Entries taken from a collection:

::::::::

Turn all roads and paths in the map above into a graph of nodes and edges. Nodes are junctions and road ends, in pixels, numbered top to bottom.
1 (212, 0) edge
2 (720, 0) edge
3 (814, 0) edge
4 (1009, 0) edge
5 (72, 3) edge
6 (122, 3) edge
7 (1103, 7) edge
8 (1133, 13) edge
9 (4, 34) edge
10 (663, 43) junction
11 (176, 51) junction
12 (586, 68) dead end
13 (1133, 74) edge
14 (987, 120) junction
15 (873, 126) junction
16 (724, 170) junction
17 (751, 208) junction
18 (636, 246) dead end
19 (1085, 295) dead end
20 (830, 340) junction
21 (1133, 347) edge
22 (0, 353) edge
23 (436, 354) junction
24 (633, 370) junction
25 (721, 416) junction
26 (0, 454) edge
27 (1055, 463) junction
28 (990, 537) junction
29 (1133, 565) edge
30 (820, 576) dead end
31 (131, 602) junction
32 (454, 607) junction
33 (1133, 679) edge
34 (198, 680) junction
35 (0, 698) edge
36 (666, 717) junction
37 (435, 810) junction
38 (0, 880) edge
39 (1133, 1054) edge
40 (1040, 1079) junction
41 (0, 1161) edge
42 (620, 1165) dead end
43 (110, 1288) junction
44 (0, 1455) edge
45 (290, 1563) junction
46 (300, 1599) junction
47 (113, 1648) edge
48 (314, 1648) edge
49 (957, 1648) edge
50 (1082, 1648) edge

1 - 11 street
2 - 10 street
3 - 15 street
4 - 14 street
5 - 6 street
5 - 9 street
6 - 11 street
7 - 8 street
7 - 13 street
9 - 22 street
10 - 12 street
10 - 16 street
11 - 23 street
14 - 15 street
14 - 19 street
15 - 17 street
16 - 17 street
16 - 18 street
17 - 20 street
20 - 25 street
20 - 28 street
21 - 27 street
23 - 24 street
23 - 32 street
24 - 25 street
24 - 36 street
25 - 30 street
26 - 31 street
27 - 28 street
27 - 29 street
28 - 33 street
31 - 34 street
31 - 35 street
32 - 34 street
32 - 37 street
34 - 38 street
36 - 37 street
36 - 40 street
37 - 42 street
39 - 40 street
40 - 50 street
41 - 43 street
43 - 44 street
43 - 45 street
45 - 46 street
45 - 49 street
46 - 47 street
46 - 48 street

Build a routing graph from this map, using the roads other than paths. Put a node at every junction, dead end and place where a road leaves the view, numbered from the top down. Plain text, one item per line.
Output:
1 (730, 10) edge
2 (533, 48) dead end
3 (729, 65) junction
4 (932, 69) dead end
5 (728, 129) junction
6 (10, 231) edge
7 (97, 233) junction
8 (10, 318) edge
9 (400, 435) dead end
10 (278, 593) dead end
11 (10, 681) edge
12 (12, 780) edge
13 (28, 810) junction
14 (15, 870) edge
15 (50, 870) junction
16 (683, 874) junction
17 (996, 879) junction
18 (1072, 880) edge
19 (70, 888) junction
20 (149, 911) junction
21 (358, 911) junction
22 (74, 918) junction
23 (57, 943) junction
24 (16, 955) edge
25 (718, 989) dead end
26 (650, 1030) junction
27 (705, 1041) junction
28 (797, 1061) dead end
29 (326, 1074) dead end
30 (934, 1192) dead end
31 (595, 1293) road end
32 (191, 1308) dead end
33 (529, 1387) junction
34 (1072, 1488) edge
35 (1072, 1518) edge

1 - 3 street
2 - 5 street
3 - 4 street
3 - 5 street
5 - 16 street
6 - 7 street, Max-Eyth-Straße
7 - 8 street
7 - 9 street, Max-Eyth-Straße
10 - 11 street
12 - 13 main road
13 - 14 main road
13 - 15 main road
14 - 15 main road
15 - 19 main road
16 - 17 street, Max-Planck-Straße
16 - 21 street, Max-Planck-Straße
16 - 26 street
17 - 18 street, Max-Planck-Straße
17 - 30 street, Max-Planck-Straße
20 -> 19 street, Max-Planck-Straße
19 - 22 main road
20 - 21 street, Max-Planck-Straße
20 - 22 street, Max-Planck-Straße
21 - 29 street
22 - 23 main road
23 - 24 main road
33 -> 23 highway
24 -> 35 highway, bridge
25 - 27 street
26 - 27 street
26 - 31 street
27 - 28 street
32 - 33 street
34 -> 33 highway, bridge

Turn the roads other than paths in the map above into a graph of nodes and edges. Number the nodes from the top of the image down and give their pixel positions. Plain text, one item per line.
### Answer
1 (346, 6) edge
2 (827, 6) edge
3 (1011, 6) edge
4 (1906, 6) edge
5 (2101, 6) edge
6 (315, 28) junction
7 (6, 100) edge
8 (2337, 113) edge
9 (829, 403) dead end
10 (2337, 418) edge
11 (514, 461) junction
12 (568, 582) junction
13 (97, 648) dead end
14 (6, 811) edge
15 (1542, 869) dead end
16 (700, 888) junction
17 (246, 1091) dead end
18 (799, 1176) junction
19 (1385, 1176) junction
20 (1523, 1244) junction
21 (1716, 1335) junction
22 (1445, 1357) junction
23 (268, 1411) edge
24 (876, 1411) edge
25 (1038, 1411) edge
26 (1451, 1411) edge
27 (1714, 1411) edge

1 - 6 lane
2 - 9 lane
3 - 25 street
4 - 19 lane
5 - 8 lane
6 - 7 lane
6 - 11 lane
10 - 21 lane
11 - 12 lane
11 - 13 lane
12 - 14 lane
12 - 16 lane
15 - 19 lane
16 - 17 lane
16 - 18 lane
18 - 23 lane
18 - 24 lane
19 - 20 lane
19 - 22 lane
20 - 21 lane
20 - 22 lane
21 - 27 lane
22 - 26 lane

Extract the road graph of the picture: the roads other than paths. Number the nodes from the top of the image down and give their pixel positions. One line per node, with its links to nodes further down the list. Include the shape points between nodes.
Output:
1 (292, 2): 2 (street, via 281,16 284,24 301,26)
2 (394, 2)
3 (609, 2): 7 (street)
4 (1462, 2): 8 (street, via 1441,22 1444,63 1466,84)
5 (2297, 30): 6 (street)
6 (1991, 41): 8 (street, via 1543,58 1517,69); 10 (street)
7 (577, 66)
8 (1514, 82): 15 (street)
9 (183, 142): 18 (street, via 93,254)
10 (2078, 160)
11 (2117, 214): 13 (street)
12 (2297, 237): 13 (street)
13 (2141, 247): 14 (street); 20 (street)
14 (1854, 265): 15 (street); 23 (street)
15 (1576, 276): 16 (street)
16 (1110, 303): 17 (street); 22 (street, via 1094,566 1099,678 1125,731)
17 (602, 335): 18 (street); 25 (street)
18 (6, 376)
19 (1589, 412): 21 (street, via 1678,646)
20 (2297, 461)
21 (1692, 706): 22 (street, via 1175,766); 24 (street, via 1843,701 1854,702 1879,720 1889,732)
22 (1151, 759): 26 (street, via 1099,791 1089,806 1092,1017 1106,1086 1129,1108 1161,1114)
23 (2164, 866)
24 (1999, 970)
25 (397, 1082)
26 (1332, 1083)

::::::::

TASK TO CARRY OUT
Every record is to be repeated exactly as written.

TASK ANSWER
Turn all roads and paths in the map above into a graph of nodes and edges. Nodes are junctions and road ends, in pixels, numbered top to bottom.
1 (212, 0) edge
2 (720, 0) edge
3 (814, 0) edge
4 (1009, 0) edge
5 (72, 3) edge
6 (122, 3) edge
7 (1103, 7) edge
8 (1133, 13) edge
9 (4, 34) edge
10 (663, 43) junction
11 (176, 51) junction
12 (586, 68) dead end
13 (1133, 74) edge
14 (987, 120) junction
15 (873, 126) junction
16 (724, 170) junction
17 (751, 208) junction
18 (636, 246) dead end
19 (1085, 295) dead end
20 (830, 340) junction
21 (1133, 347) edge
22 (0, 353) edge
23 (436, 354) junction
24 (633, 370) junction
25 (721, 416) junction
26 (0, 454) edge
27 (1055, 463) junction
28 (990, 537) junction
29 (1133, 565) edge
30 (820, 576) dead end
31 (131, 602) junction
32 (454, 607) junction
33 (1133, 679) edge
34 (198, 680) junction
35 (0, 698) edge
36 (666, 717) junction
37 (435, 810) junction
38 (0, 880) edge
39 (1133, 1054) edge
40 (1040, 1079) junction
41 (0, 1161) edge
42 (620, 1165) dead end
43 (110, 1288) junction
44 (0, 1455) edge
45 (290, 1563) junction
46 (300, 1599) junction
47 (113, 1648) edge
48 (314, 1648) edge
49 (957, 1648) edge
50 (1082, 1648) edge

1 - 11 street
2 - 10 street
3 - 15 street
4 - 14 street
5 - 6 street
5 - 9 street
6 - 11 street
7 - 8 street
7 - 13 street
9 - 22 street
10 - 12 street
10 - 16 street
11 - 23 street
14 - 15 street
14 - 19 street
15 - 17 street
16 - 17 street
16 - 18 street
17 - 20 street
20 - 25 street
20 - 28 street
21 - 27 street
23 - 24 street
23 - 32 street
24 - 25 street
24 - 36 street
25 - 30 street
26 - 31 street
27 - 28 street
27 - 29 street
28 - 33 street
31 - 34 street
31 - 35 street
32 - 34 street
32 - 37 street
34 - 38 street
36 - 37 street
36 - 40 street
37 - 42 street
39 - 40 street
40 - 50 street
41 - 43 street
43 - 44 street
43 - 45 street
45 - 46 street
45 - 49 street
46 - 47 street
46 - 48 street

Build a routing graph from this map, using the roads other than paths. Put a node at every junction, dead end and place where a road leaves the view, numbered from the top down. Plain text, one item per line.
Output:
1 (730, 10) edge
2 (533, 48) dead end
3 (729, 65) junction
4 (932, 69) dead end
5 (728, 129) junction
6 (10, 231) edge
7 (97, 233) junction
8 (10, 318) edge
9 (400, 435) dead end
10 (278, 593) dead end
11 (10, 681) edge
12 (12, 780) edge
13 (28, 810) junction
14 (15, 870) edge
15 (50, 870) junction
16 (683, 874) junction
17 (996, 879) junction
18 (1072, 880) edge
19 (70, 888) junction
20 (149, 911) junction
21 (358, 911) junction
22 (74, 918) junction
23 (57, 943) junction
24 (16, 955) edge
25 (718, 989) dead end
26 (650, 1030) junction
27 (705, 1041) junction
28 (797, 1061) dead end
29 (326, 1074) dead end
30 (934, 1192) dead end
31 (595, 1293) road end
32 (191, 1308) dead end
33 (529, 1387) junction
34 (1072, 1488) edge
35 (1072, 1518) edge

1 - 3 street
2 - 5 street
3 - 4 street
3 - 5 street
5 - 16 street
6 - 7 street, Max-Eyth-Straße
7 - 8 street
7 - 9 street, Max-Eyth-Straße
10 - 11 street
12 - 13 main road
13 - 14 main road
13 - 15 main road
14 - 15 main road
15 - 19 main road
16 - 17 street, Max-Planck-Straße
16 - 21 street, Max-Planck-Straße
16 - 26 street
17 - 18 street, Max-Planck-Straße
17 - 30 street, Max-Planck-Straße
20 -> 19 street, Max-Planck-Straße
19 - 22 main road
20 - 21 street, Max-Planck-Straße
20 - 22 street, Max-Planck-Straße
21 - 29 street
22 - 23 main road
23 - 24 main road
33 -> 23 highway
24 -> 35 highway, bridge
25 - 27 street
26 - 27 street
26 - 31 street
27 - 28 street
32 - 33 street
34 -> 33 highway, bridge

Turn the roads other than paths in the map above into a graph of nodes and edges. Number the nodes from the top of the image down and give their pixel positions. Plain text, one item per line.
### Answer
1 (346, 6) edge
2 (827, 6) edge
3 (1011, 6) edge
4 (1906, 6) edge
5 (2101, 6) edge
6 (315, 28) junction
7 (6, 100) edge
8 (2337, 113) edge
9 (829, 403) dead end
10 (2337, 418) edge
11 (514, 461) junction
12 (568, 582) junction
13 (97, 648) dead end
14 (6, 811) edge
15 (1542, 869) dead end
16 (700, 888) junction
17 (246, 1091) dead end
18 (799, 1176) junction
19 (1385, 1176) junction
20 (1523, 1244) junction
21 (1716, 1335) junction
22 (1445, 1357) junction
23 (268, 1411) edge
24 (876, 1411) edge
25 (1038, 1411) edge
26 (1451, 1411) edge
27 (1714, 1411) edge

1 - 6 lane
2 - 9 lane
3 - 25 street
4 - 19 lane
5 - 8 lane
6 - 7 lane
6 - 11 lane
10 - 21 lane
11 - 12 lane
11 - 13 lane
12 - 14 lane
12 - 16 lane
15 - 19 lane
16 - 17 lane
16 - 18 lane
18 - 23 lane
18 - 24 lane
19 - 20 lane
19 - 22 lane
20 - 21 lane
20 - 22 lane
21 - 27 lane
22 - 26 lane

Extract the road graph of the picture: the roads other than paths. Number the nodes from the top of the image down and give their pixel positions. One line per node, with its links to nodes further down the list. Include the shape points between nodes.
Output:
1 (292, 2): 2 (street, via 281,16 284,24 301,26)
2 (394, 2)
3 (609, 2): 7 (street)
4 (1462, 2): 8 (street, via 1441,22 1444,63 1466,84)
5 (2297, 30): 6 (street)
6 (1991, 41): 8 (street, via 1543,58 1517,69); 10 (street)
7 (577, 66)
8 (1514, 82): 15 (street)
9 (183, 142): 18 (street, via 93,254)
10 (2078, 160)
11 (2117, 214): 13 (street)
12 (2297, 237): 13 (street)
13 (2141, 247): 14 (street); 20 (street)
14 (1854, 265): 15 (street); 23 (street)
15 (1576, 276): 16 (street)
16 (1110, 303): 17 (street); 22 (street, via 1094,566 1099,678 1125,731)
17 (602, 335): 18 (street); 25 (street)
18 (6, 376)
19 (1589, 412): 21 (street, via 1678,646)
20 (2297, 461)
21 (1692, 706): 22 (street, via 1175,766); 24 (street, via 1843,701 1854,702 1879,720 1889,732)
22 (1151, 759): 26 (street, via 1099,791 1089,806 1092,1017 1106,1086 1129,1108 1161,1114)
23 (2164, 866)
24 (1999, 970)
25 (397, 1082)
26 (1332, 1083)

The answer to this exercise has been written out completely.